Things that seem similar in AWS:

- For major version upgrades, you need to bring up a new instance from a snapshot and catch it up with replication.

- HA failover results in a few minutes of downtime. (They claim using their SQL proxy will reduce this.)

- Lag in providing the latest Postgres versions. GCP seems to be a bit ahead of AWS here.

Is there a managed Postgres offering that you prefer? Aiven looks nice, feature-wise.

stevencorona · on Feb 24, 2021

To clarify, it’s a lot more work than bringing up a snapshot. You need to do a full export as SQL and reimport as SQL. Super annoying, slow, and requires hard downtime.

Am using SQL proxy but doesn’t do much re: HA.

I don’t know, I’ll probably just run my own Postgres at some point. The only peace of mind that I get from Cloud SQL is the automatic backups.

x86_64Ubuntu · on Feb 24, 2021

Why don't they make the upgrade seamless? If it's truly an export/import process, then it should be dead simple for them to do that on their end. Especially after they've snatched your db from serving requests

cbushko · on Feb 25, 2021

Interestingly, we don't have any of these problems with MySQL. We have several read-replicas on our DBs and things have been stable.

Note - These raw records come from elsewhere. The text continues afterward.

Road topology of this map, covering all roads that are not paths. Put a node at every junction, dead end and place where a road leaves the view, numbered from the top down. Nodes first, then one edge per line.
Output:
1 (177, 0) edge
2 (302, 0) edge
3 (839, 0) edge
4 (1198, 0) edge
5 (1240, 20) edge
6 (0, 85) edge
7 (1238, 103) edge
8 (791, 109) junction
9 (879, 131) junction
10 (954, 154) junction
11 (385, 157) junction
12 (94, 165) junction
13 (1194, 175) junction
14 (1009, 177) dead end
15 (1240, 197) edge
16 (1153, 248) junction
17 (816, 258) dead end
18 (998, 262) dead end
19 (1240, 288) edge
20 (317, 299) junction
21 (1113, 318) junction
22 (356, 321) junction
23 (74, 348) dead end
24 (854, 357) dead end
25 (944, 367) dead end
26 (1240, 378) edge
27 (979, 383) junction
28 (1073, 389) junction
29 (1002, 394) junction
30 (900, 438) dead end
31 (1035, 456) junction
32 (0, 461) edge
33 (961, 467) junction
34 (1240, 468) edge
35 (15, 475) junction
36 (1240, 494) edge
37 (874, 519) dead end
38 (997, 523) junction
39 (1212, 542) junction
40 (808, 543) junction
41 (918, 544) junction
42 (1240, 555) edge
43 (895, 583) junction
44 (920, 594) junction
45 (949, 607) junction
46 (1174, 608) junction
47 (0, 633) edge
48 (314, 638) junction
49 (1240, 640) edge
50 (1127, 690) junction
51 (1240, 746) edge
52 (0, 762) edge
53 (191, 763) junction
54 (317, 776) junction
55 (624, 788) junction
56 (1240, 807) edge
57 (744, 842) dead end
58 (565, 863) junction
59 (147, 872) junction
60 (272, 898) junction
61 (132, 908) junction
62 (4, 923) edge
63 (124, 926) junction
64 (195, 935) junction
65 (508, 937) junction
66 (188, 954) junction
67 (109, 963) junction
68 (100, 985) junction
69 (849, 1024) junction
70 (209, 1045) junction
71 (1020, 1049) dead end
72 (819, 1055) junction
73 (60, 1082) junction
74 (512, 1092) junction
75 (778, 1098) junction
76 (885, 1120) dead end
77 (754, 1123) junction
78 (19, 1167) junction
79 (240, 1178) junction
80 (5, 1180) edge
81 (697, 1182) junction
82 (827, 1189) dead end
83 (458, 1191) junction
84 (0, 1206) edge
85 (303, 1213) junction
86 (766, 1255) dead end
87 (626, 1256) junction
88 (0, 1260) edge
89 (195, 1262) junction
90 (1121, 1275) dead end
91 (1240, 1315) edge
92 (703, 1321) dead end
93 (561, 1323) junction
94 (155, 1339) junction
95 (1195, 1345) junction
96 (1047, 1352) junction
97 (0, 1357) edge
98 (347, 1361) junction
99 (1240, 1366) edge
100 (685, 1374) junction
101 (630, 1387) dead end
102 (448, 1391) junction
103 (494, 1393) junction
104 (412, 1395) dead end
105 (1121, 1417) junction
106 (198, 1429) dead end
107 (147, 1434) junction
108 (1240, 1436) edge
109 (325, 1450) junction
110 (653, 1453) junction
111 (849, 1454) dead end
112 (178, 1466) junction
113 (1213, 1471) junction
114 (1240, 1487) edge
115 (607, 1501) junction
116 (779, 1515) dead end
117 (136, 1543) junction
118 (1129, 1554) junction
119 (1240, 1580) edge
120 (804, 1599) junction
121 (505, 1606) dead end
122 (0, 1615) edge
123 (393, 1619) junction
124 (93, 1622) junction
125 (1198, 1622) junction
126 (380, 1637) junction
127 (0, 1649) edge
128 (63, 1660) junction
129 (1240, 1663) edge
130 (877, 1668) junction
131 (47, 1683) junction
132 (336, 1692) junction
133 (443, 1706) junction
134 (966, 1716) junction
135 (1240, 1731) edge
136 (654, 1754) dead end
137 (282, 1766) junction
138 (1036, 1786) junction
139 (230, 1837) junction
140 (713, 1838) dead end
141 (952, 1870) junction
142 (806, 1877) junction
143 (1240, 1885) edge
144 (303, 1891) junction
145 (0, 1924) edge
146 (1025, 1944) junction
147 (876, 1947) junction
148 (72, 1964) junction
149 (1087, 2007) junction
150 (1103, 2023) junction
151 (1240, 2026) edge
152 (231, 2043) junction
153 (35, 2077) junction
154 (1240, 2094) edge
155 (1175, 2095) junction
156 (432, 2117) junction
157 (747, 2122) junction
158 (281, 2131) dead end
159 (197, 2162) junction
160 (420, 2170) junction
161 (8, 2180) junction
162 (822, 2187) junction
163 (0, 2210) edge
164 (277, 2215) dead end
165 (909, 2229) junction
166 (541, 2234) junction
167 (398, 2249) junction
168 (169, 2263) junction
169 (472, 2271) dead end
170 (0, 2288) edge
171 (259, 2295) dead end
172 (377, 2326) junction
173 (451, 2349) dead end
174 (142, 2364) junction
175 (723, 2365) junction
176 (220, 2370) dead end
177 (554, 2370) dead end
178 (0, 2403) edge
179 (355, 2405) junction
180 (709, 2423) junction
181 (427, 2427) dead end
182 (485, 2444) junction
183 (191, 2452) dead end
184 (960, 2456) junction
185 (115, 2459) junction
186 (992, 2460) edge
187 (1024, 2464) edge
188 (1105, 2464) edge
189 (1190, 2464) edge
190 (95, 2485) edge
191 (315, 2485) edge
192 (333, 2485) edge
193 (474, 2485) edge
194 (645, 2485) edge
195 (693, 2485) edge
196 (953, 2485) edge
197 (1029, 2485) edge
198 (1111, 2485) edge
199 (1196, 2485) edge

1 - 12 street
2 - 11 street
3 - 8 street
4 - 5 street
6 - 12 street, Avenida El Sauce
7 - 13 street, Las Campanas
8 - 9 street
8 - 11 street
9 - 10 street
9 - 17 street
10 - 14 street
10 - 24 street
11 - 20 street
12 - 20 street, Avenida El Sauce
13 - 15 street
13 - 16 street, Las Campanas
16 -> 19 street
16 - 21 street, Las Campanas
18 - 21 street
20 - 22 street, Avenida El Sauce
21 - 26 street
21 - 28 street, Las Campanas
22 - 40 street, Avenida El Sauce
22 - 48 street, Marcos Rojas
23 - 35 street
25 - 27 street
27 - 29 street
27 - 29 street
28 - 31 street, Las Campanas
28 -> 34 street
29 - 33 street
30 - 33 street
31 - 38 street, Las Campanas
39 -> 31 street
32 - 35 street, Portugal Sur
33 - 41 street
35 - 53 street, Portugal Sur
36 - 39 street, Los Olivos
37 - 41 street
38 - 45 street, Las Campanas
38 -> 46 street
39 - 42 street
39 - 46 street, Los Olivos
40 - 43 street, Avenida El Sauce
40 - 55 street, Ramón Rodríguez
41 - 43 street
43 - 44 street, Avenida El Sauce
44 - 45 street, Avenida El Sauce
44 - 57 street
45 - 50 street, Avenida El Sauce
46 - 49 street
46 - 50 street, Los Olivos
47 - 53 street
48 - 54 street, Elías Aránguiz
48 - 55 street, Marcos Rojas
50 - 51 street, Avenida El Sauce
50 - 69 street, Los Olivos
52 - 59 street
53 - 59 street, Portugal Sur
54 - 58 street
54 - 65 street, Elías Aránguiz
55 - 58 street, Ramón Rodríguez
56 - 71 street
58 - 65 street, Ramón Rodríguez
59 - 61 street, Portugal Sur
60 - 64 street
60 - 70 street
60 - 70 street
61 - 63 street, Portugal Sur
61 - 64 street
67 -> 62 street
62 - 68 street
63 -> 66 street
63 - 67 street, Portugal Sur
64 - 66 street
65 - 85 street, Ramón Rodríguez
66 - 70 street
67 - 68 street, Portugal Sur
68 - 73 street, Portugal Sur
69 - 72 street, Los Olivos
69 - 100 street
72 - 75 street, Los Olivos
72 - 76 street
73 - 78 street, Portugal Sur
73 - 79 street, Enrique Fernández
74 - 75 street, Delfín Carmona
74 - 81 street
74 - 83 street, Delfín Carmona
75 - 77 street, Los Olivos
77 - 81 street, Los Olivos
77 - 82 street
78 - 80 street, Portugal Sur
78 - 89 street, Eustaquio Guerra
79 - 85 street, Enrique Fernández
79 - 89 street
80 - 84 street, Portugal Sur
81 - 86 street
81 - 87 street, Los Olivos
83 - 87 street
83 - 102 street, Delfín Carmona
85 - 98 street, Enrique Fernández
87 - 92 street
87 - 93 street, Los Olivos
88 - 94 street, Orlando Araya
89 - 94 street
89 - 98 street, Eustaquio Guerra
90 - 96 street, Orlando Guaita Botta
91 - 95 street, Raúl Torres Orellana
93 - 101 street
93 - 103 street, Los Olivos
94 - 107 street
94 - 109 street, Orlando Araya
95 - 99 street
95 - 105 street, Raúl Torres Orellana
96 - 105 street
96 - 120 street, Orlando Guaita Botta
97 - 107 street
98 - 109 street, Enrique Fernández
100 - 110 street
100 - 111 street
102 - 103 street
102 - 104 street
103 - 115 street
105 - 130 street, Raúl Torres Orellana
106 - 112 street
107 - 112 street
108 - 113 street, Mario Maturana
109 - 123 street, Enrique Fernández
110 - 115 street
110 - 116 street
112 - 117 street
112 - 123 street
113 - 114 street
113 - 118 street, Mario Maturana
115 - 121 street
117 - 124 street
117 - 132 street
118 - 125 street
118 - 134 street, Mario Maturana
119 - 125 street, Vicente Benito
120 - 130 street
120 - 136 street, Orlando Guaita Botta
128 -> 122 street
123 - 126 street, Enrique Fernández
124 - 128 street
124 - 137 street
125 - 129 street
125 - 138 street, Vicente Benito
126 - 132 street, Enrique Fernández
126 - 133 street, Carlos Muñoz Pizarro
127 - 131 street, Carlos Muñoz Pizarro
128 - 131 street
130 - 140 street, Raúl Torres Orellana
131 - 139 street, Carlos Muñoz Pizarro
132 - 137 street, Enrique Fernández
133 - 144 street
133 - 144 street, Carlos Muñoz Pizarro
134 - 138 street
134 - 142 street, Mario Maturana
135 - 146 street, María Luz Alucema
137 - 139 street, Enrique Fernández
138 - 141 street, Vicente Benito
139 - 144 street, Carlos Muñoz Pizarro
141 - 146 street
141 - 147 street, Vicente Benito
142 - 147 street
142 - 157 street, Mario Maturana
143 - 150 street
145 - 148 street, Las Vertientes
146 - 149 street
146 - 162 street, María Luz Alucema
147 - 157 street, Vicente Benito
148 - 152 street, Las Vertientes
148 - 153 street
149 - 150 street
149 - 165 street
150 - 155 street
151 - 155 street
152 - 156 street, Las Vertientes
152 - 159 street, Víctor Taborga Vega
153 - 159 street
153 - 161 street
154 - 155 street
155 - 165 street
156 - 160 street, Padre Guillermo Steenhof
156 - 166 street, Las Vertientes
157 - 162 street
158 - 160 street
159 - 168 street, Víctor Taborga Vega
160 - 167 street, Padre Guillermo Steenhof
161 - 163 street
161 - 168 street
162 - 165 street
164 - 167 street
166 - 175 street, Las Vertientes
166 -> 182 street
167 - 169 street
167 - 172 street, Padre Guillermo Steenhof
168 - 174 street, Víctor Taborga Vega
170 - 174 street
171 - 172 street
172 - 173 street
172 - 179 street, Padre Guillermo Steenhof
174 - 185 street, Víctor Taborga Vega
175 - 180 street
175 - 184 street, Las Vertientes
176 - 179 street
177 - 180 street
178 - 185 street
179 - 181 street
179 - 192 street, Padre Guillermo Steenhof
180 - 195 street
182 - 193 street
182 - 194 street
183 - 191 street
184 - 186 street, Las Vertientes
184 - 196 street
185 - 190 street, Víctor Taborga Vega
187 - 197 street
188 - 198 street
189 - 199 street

I will guess that you are much higher scale than us.

Aperocky · on Feb 24, 2021

Wait what, it's not available through an API? That's ridiculous.

pid_0 · on Feb 25, 2021

Your project is limited to quota ceilings. Those can be increased if you spend enough money on GCP.

AWS has a similar thing.

Clewza313 · on Feb 25, 2021

Of course there's an API for creating and resizing instances. The issue is there are quotas that cap how many CPUs you can have, and increasing that is a manual process.

Aperocky · on Feb 25, 2021

64 is awfully low for a sudden manual process though.